Quarterly Highlights
Genworth demonstrated solid progress across its new business growth and
capital redeployment agendas.
Business Growth
* In life insurance, term life sales were up 9 percent, and
universal life sales more than doubled from a nearly three-fold
increase in excess deposits and a 67 percent rise in annualized
first year deposits.
* Sales in individual long term care (LTC) were up 8 percent,
largely from 23 percent growth in independent distribution
channels.
* Payment protection sales in continental Europe and Ireland grew
22 percent excluding foreign exchange, from distribution
penetration.
* U.S. mortgage insurance achieved its first sequential quarterly
increase in flow insurance in-force (IIF) in nearly five years,
bringing total IIF to $102 billion, driven by 19 percent
sequential new insurance written (NIW) growth, while flow
persistency was 71 percent.
* International mortgage insurance flow sales grew 43 percent,
excluding foreign exchange, to $20 billion. The unearned premium
reserve increased 22 percent, excluding foreign exchange, to
$2.1 billion versus the prior year quarter-end.
Capital Redeployment
* Genworth signed an agreement to acquire AssetMark Investment
Services Inc., a leading provider of open architecture asset
management solutions to independent financial advisors, for
approximately $230 million with additional performance-based
payments. The transaction is expected to close by year-end. In
addition the company completed the $145 million acquisition of
Continental Life Insurance Company, a Medicare supplement
provider, and the purchase in July of an Australian mortgage
insurance block for $80 million net of a post closing dividend.

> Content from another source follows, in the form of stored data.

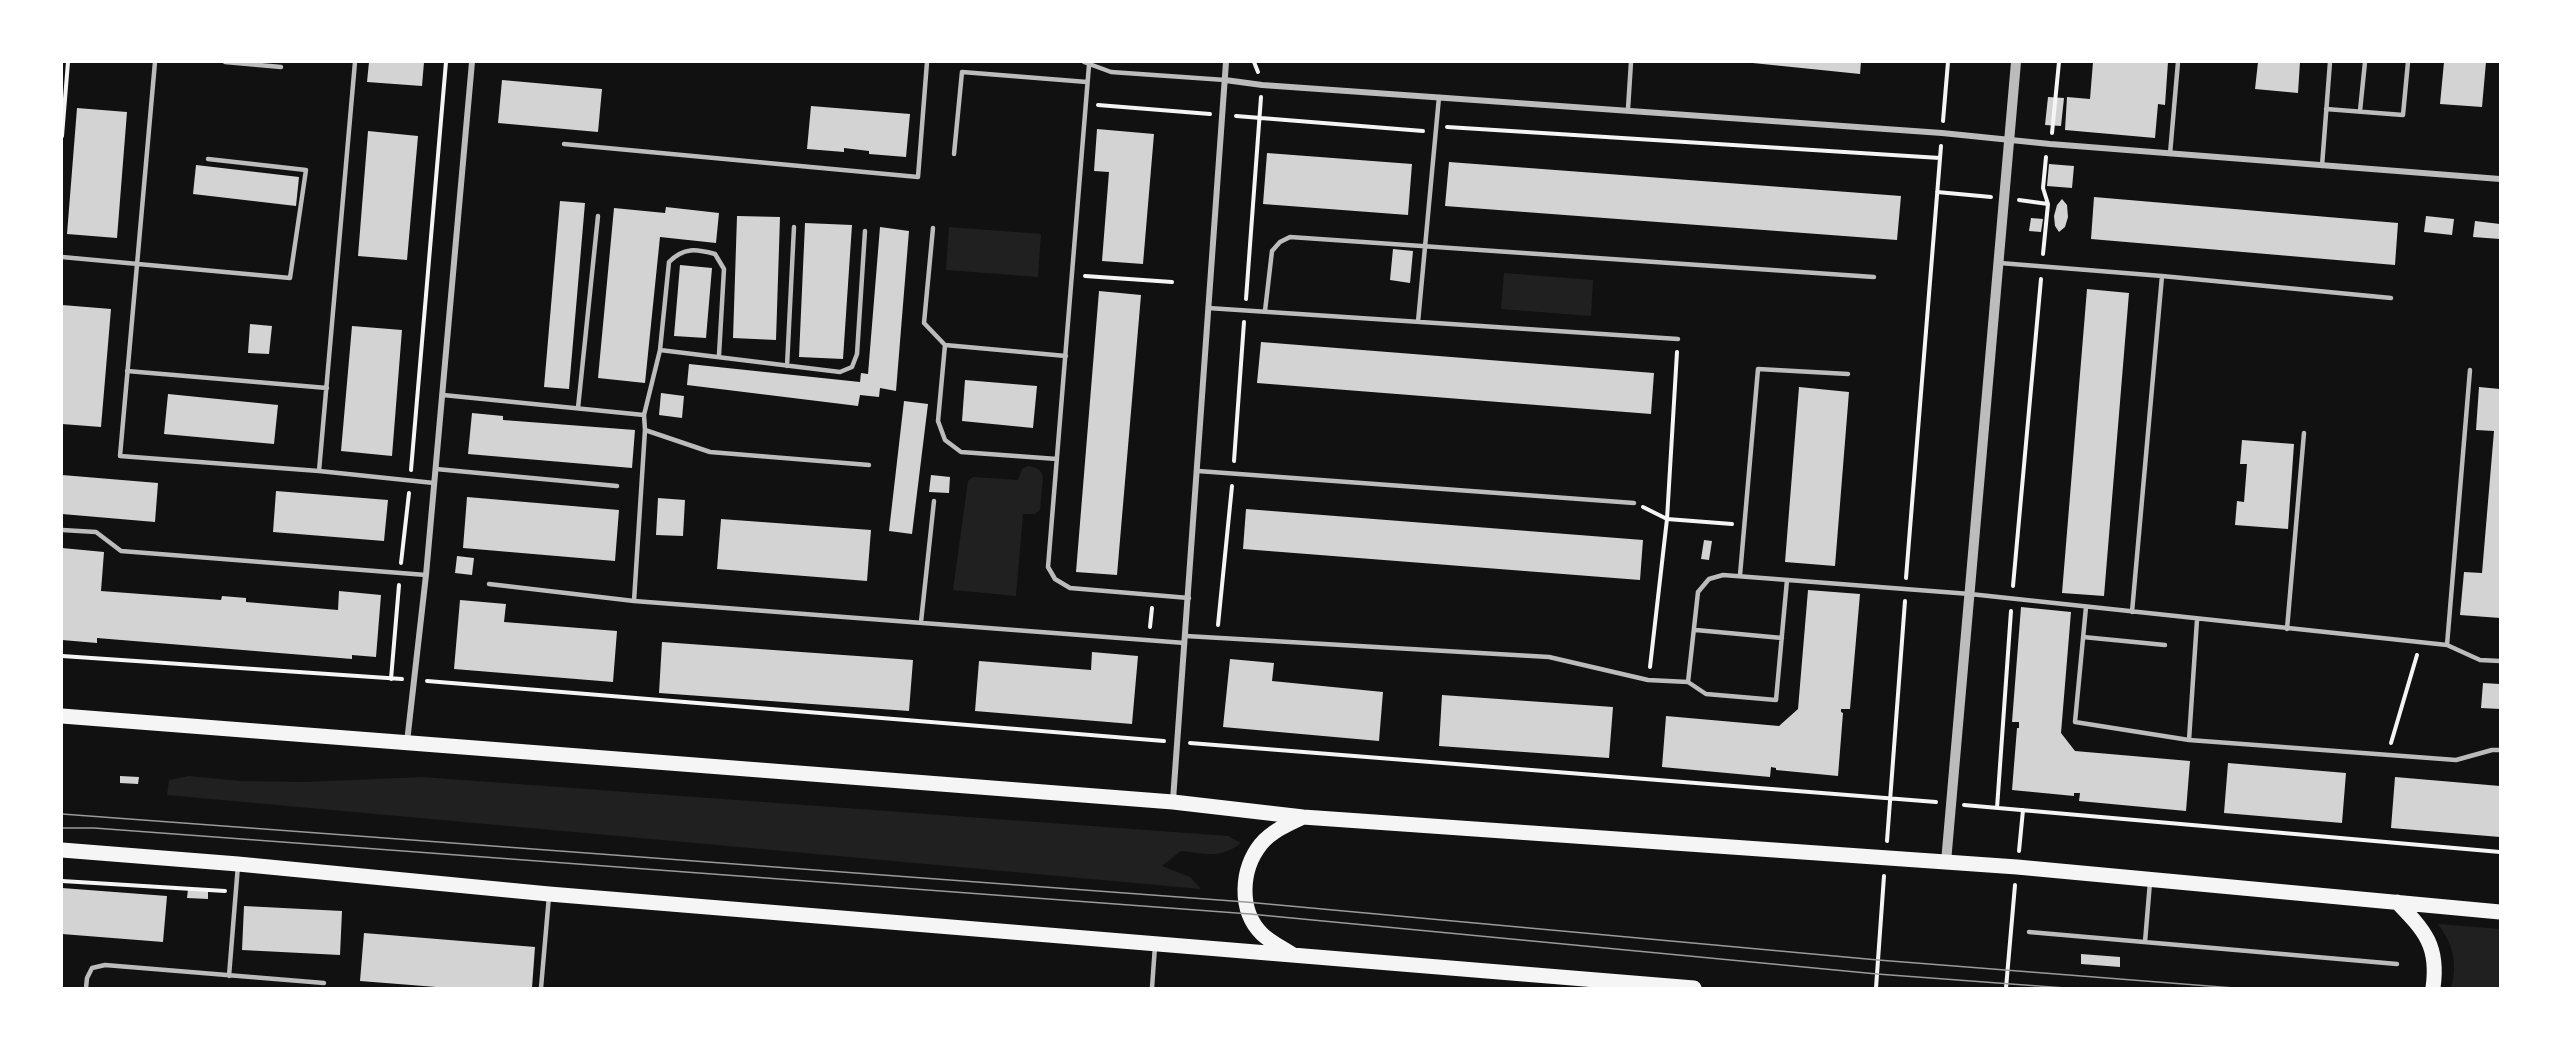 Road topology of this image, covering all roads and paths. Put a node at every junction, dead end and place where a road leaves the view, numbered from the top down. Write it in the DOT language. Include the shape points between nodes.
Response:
graph roads {
  1 [pos="68,62"];
  2 [pos="155,62"];
  3 [pos="225,62"];
  4 [pos="355,62"];
  5 [pos="446,62"];
  6 [pos="472,62"];
  7 [pos="927,62"];
  8 [pos="1226,62"];
  9 [pos="1254,62"];
  10 [pos="1631,62"];
  11 [pos="1948,62"];
  12 [pos="2016,62"];
  13 [pos="2059,62"];
  14 [pos="2178,62"];
  15 [pos="2330,62"];
  16 [pos="2365,62"];
  17 [pos="2408,62"];
  18 [pos="1087,63"];
  19 [pos="281,67"];
  20 [pos="1225,80"];
  21 [pos="1087,82"];
  22 [pos="1262,85"];
  23 [pos="1439,97"];
  24 [pos="1085,104"];
  25 [pos="1628,109"];
  26 [pos="2326,109"];
  27 [pos="2360,111"];
  28 [pos="1222,115"];
  29 [pos="1259,118"];
  30 [pos="1436,132"];
  31 [pos="1942,133"];
  32 [pos="62,136"];
  33 [pos="2009,140"];
  34 [pos="564,144"];
  35 [pos="2049,144"];
  36 [pos="954,154"];
  37 [pos="2170,154"];
  38 [pos="1940,158"];
  39 [pos="208,159"];
  40 [pos="2322,166"];
  41 [pos="2500,179"];
  42 [pos="598,216"];
  43 [pos="794,227"];
  44 [pos="933,228"];
  45 [pos="865,231"];
  46 [pos="1425,245"];
  47 [pos="62,257"];
  48 [pos="138,263"];
  49 [pos="1999,263"];
  50 [pos="2042,267"];
  51 [pos="1072,275"];
  52 [pos="2162,276"];
  53 [pos="1874,277"];
  54 [pos="1172,282"];
  55 [pos="2391,298"];
  56 [pos="1208,308"];
  57 [pos="1245,310"];
  58 [pos="1265,311"];
  59 [pos="1418,322"];
  60 [pos="1678,339"];
  61 [pos="945,345"];
  62 [pos="660,350"];
  63 [pos="719,355"];
  64 [pos="1066,356"];
  65 [pos="787,366"];
  66 [pos="2470,370"];
  67 [pos="127,371"];
  68 [pos="1848,374"];
  69 [pos="327,388"];
  70 [pos="442,395"];
  71 [pos="578,408"];
  72 [pos="644,415"];
  73 [pos="645,430"];
  74 [pos="2304,433"];
  75 [pos="1057,459"];
  76 [pos="869,465"];
  77 [pos="436,469"];
  78 [pos="319,471"];
  79 [pos="1198,471"];
  80 [pos="1233,474"];
  81 [pos="410,481"];
  82 [pos="434,483"];
  83 [pos="617,486"];
  84 [pos="934,501"];
  85 [pos="1634,503"];
  86 [pos="1667,519"];
  87 [pos="1745,524"];
  88 [pos="62,530"];
  89 [pos="400,573"];
  90 [pos="426,575"];
  91 [pos="1740,575"];
  92 [pos="1787,580"];
  93 [pos="489,584"];
  94 [pos="1905,589"];
  95 [pos="1970,594"];
  96 [pos="1152,595"];
  97 [pos="1189,598"];
  98 [pos="2012,599"];
  99 [pos="634,601"];
  100 [pos="2086,607"];
  101 [pos="2132,612"];
  102 [pos="2197,620"];
  103 [pos="921,622"];
  104 [pos="2287,629"];
  105 [pos="1696,630"];
  106 [pos="2083,637"];
  107 [pos="1217,638"];
  108 [pos="1782,638"];
  109 [pos="1186,639"];
  110 [pos="1149,640"];
  111 [pos="2421,643"];
  112 [pos="2164,645"];
  113 [pos="2447,645"];
  114 [pos="62,656"];
  115 [pos="2500,661"];
  116 [pos="391,679"];
  117 [pos="413,680"];
  118 [pos="1648,680"];
  119 [pos="1689,682"];
  120 [pos="62,716"];
  121 [pos="2189,740"];
  122 [pos="407,742"];
  123 [pos="1178,742"];
  124 [pos="2500,750"];
  125 [pos="2388,755"];
  126 [pos="1890,799"];
  127 [pos="1173,802"];
  128 [pos="1952,804"];
  129 [pos="1997,808"];
  130 [pos="2023,810"];
  131 [pos="1303,817"];
  132 [pos="62,850"];
  133 [pos="2500,852"];
  134 [pos="1886,859"];
  135 [pos="1946,862"];
  136 [pos="238,864"];
  137 [pos="2017,867"];
  138 [pos="2150,879"];
  139 [pos="62,881"];
  140 [pos="236,892"];
  141 [pos="549,894"];
  142 [pos="2397,902"];
  143 [pos="2500,912"];
  144 [pos="2029,932"];
  145 [pos="2145,942"];
  146 [pos="1155,944"];
  147 [pos="1293,955"];
  148 [pos="2397,964"];
  149 [pos="229,976"];
  150 [pos="324,983"];
  151 [pos="86,988"];
  152 [pos="541,988"];
  153 [pos="1152,988"];
  154 [pos="1694,988"];
  155 [pos="1876,988"];
  156 [pos="2006,988"];
  157 [pos="2433,988"];
  1 -- 32 [label="path"];
  2 -- 48 [label="lane"];
  3 -- 19 [label="lane"];
  4 -- 69 [label="lane"];
  5 -- 81 [label="path"];
  6 -- 70 [label="street"];
  7 -- 34 [label="lane" via="918,177"];
  8 -- 20 [label="street"];
  9 -- 22 [label="path"];
  10 -- 25 [label="lane"];
  11 -- 31 [label="path"];
  12 -- 33 [label="street"];
  13 -- 35 [label="path"];
  14 -- 37 [label="lane"];
  15 -- 26 [label="lane"];
  16 -- 27 [label="lane"];
  17 -- 27 [label="lane" via="2403,115"];
  18 -- 20 [label="lane" via="1112,72"];
  18 -- 21 [label="lane"];
  20 -- 22 [label="street"];
  20 -- 28 [label="street"];
  21 -- 24 [label="lane"];
  21 -- 36 [label="lane" via="962,72"];
  22 -- 23 [label="street"];
  22 -- 29 [label="path"];
  23 -- 25 [label="street"];
  23 -- 30 [label="lane"];
  24 -- 28 [label="path"];
  24 -- 51 [label="lane"];
  25 -- 31 [label="street"];
  26 -- 27 [label="lane"];
  26 -- 40 [label="lane"];
  28 -- 29 [label="path"];
  28 -- 56 [label="street"];
  29 -- 30 [label="path"];
  29 -- 57 [label="path"];
  30 -- 38 [label="path" via="1450,126"];
  30 -- 46 [label="lane"];
  31 -- 33 [label="street"];
  31 -- 38 [label="path"];
  33 -- 35 [label="street"];
  33 -- 49 [label="street"];
  35 -- 37 [label="street"];
  35 -- 50 [label="path" via="2043,188 2048,204"];
  37 -- 40 [label="street"];
  38 -- 94 [label="path"];
  39 -- 48 [label="lane" via="306,170 290,278"];
  40 -- 41 [label="street"];
  42 -- 71 [label="lane"];
  43 -- 65 [label="lane"];
  44 -- 61 [label="lane" via="924,323"];
  45 -- 65 [label="lane" via="857,354 852,367 840,372"];
  46 -- 53 [label="lane"];
  46 -- 58 [label="lane" via="1290,237 1272,251"];
  46 -- 59 [label="lane"];
  47 -- 48 [label="lane"];
  48 -- 67 [label="lane"];
  49 -- 50 [label="lane"];
  49 -- 95 [label="street"];
  50 -- 52 [label="lane"];
  50 -- 98 [label="path"];
  51 -- 54 [label="path"];
  51 -- 64 [label="lane"];
  52 -- 55 [label="lane"];
  52 -- 101 [label="lane"];
  56 -- 57 [label="lane"];
  56 -- 79 [label="street"];
  57 -- 58 [label="lane"];
  57 -- 80 [label="path"];
  58 -- 59 [label="lane"];
  59 -- 60 [label="lane"];
  60 -- 86 [label="path"];
  61 -- 64 [label="lane"];
  61 -- 75 [label="lane" via="938,421 945,440 961,452"];
  62 -- 63 [label="lane"];
  62 -- 63 [label="lane" via="669,262 679,252 696,249 715,254 724,269"];
  62 -- 72 [label="lane"];
  63 -- 65 [label="lane"];
  64 -- 75 [label="lane"];
  66 -- 113 [label="lane"];
  67 -- 69 [label="lane"];
  67 -- 78 [label="lane" via="120,456"];
  68 -- 87 [label="lane" via="1758,369"];
  69 -- 78 [label="lane"];
  70 -- 71 [label="lane"];
  70 -- 77 [label="street"];
  71 -- 72 [label="lane"];
  72 -- 73 [label="lane"];
  73 -- 76 [label="lane" via="710,452"];
  73 -- 99 [label="lane"];
  74 -- 104 [label="lane"];
  75 -- 96 [label="lane" via="1048,567 1055,579 1070,588"];
  77 -- 82 [label="street"];
  77 -- 83 [label="lane"];
  78 -- 81 [label="lane"];
  79 -- 80 [label="lane"];
  79 -- 97 [label="street"];
  80 -- 85 [label="lane"];
  80 -- 107 [label="path"];
  81 -- 82 [label="lane"];
  81 -- 89 [label="path"];
  82 -- 90 [label="street"];
  84 -- 103 [label="lane"];
  85 -- 86 [label="path"];
  86 -- 87 [label="path"];
  86 -- 118 [label="path"];
  87 -- 91 [label="lane"];
  88 -- 89 [label="lane" via="96,532 121,551"];
  89 -- 90 [label="lane"];
  89 -- 116 [label="path"];
  90 -- 117 [label="street"];
  91 -- 92 [label="lane"];
  91 -- 105 [label="lane" via="1709,579 1698,592"];
  92 -- 94 [label="lane"];
  92 -- 108 [label="lane"];
  93 -- 99 [label="lane"];
  94 -- 95 [label="lane"];
  94 -- 126 [label="path"];
  95 -- 98 [label="lane"];
  95 -- 128 [label="street"];
  96 -- 97 [label="lane"];
  96 -- 110 [label="path"];
  97 -- 109 [label="street"];
  98 -- 100 [label="lane"];
  98 -- 129 [label="path"];
  99 -- 103 [label="lane"];
  100 -- 101 [label="lane"];
  100 -- 106 [label="lane"];
  101 -- 102 [label="lane"];
  102 -- 104 [label="lane"];
  102 -- 121 [label="lane"];
  103 -- 110 [label="lane"];
  104 -- 111 [label="lane"];
  105 -- 108 [label="lane"];
  105 -- 119 [label="lane"];
  106 -- 112 [label="lane"];
  106 -- 121 [label="lane" via="2075,722"];
  107 -- 109 [label="lane"];
  107 -- 118 [label="lane" via="1549,657"];
  108 -- 119 [label="lane" via="1776,700 1706,694"];
  109 -- 110 [label="lane"];
  109 -- 123 [label="street"];
  111 -- 113 [label="lane"];
  111 -- 125 [label="path"];
  113 -- 115 [label="lane" via="2480,660"];
  114 -- 116 [label="path"];
  116 -- 117 [label="path"];
  117 -- 122 [label="street"];
  117 -- 123 [label="path"];
  118 -- 119 [label="lane"];
  120 -- 122 [label="main road"];
  121 -- 125 [label="lane"];
  122 -- 127 [label="main road"];
  123 -- 126 [label="path"];
  123 -- 127 [label="street"];
  124 -- 125 [label="lane" via="2456,760"];
  126 -- 128 [label="path"];
  126 -- 134 [label="path"];
  127 -- 131 [label="main road"];
  128 -- 129 [label="path"];
  128 -- 135 [label="street"];
  129 -- 130 [label="path"];
  130 -- 133 [label="path"];
  130 -- 137 [label="path"];
  131 -- 134 [label="main road"];
  131 -- 147 [label="main road" via="1280,827 1262,843 1249,862 1245,882 1246,902 1261,933"];
  132 -- 136 [label="main road"];
  134 -- 135 [label="main road"];
  134 -- 155 [label="path"];
  135 -- 137 [label="main road"];
  136 -- 140 [label="lane"];
  136 -- 141 [label="main road"];
  137 -- 138 [label="main road"];
  137 -- 156 [label="path"];
  138 -- 142 [label="main road"];
  138 -- 145 [label="lane"];
  139 -- 140 [label="path"];
  140 -- 149 [label="lane"];
  141 -- 146 [label="main road"];
  141 -- 152 [label="lane"];
  142 -- 143 [label="main road"];
  142 -- 157 [label="main road" via="2421,927 2432,946 2436,964"];
  144 -- 145 [label="lane"];
  145 -- 148 [label="lane"];
  146 -- 147 [label="main road"];
  146 -- 153 [label="lane"];
  147 -- 154 [label="main road"];
  149 -- 150 [label="lane"];
  149 -- 151 [label="lane" via="105,965 92,968"];
}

* Genworth repurchased approximately $74 million of stock during
the second quarter bringing the total value of shares
repurchased in 2006 through June to $553 million of an announced
$750 million program.
During the quarter, Genworth launched a new brand advertising campaign
celebrating the lives of centenarians, which is detailed at
http://www.genworth.com/100. Additionally, Genworth is a lead sponsor of the
NBC summer reality series, Treasure Hunters, and is the title sponsor of the
Genworth Financial Treasure Challenge, an online companion game that can be
played at NBC.com.
On July 20, Barrett A. Toan, recently retired chairman of Express Scripts,
Inc., was elected to Genworth's board of directors, bringing the total number
of independent directors to seven of the nine board members.
Segment Results
Segment net operating earnings presented below exclude net investment
gains (losses), net of taxes and other adjustments. The following discussion
of segment net operating earnings below are on an after-tax basis.
Protection
Segment net operating earnings
(in millions) Q2 06 Q2 05
Life $77 $55
LTC 37 46
Payment Protection 29 24
Group 8 8
Total Protection $151 $133
Sales
(in millions) Q2 06 Q2 05
Life $69 $48
LTC (including Medicare supplement) 51 42
Payment Protection 515 513
Group 44 38
Total Protection $679 $641
Protection segment net operating earnings increased 14 percent to $151
million, driven by strong growth in both life insurance and payment
protection, partially offset by a decline in LTC results. Life insurance
earnings increased 40 percent from new business growth and favorable
mortality. Life earnings in the prior year quarter included an $8 million
charge related to a deferred gain correction on a reinsured block of term
policies. LTC earnings were $37 million as in-force growth and higher Medicare
supplement earnings were more than offset by higher incurred claims, declining
investment yields, and lower termination rates on older-issued policies, some
with expiring reinsurance coverage. Both quarters included non-recurring
items: the current quarter included a $15 million favorable reserve adjustment
for benefit elections on a large group case and $9 million in unfavorable
adjustments on a reinsured policy block. The prior year quarter unusual items
netted to a favorable $8 million. Payment protection earnings increased 21
percent to $29 million reflecting new business growth, improved underwriting
margins related to a shift in business mix, and lower taxes. Group earnings
were flat as business growth and lower expenses were offset by higher loss
ratios.
Term life sales grew 9 percent from competitive pricing, distribution
expansion and focused customer service. Total universal life sales more than
doubled to $32 million reflecting a nearly three-fold increase in excess
deposits and a 67 percent rise in annualized first year deposits. Individual
LTC sales increased $3 million to $41 million driven by 23 percent higher
sales from independent distribution that more than offset lower career channel
sales. Medicare supplement product sales increased $6 million to $9 million,
reflecting the Continental Life acquisition. Payment protection sales overall
grew 5 percent adjusted for foreign exchange. Strong sales in growth markets
were offset by lower U.K. sales. Group sales were up 16 percent to $44
million from expansion of distribution, product offerings and service levels.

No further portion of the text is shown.